- WHAT YOU WILL DO
This task calls for copying every line in the data below that contains the word "nodes".

- ENTRIES PROVIDED
· · · · ·

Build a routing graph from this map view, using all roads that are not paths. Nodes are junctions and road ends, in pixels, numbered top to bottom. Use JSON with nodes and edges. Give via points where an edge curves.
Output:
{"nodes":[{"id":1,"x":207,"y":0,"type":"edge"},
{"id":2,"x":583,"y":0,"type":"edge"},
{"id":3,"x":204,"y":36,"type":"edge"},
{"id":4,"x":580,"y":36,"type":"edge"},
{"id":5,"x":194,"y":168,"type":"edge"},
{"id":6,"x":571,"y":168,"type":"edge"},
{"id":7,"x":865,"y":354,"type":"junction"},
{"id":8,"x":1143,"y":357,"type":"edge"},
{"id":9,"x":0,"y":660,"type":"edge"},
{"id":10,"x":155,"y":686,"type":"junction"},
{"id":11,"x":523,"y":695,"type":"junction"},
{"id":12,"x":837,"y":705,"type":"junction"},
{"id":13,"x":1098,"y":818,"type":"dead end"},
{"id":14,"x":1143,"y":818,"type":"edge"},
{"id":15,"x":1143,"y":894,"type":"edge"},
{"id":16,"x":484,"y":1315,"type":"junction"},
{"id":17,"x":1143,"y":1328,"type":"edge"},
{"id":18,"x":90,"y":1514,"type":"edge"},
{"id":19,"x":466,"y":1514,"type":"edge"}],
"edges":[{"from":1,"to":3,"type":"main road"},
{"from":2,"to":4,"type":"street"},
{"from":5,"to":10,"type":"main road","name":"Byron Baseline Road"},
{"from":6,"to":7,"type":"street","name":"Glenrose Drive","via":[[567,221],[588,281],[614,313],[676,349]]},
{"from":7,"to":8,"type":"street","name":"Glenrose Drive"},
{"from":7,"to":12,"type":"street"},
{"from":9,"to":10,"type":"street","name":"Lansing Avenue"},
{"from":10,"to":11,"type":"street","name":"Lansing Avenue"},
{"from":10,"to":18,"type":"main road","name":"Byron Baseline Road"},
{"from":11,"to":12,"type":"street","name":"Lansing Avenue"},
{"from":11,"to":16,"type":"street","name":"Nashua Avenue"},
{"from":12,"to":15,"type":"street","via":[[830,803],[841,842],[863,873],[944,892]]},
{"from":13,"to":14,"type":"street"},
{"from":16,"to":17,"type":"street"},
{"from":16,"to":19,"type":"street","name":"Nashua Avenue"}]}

· · · · ·

- RESPONSE AREA
Build a routing graph from this map view, using all roads that are not paths. Nodes are junctions and road ends, in pixels, numbered top to bottom. Use JSON with nodes and edges. Give via points where an edge curves.
{"nodes":[{"id":1,"x":207,"y":0,"type":"edge"},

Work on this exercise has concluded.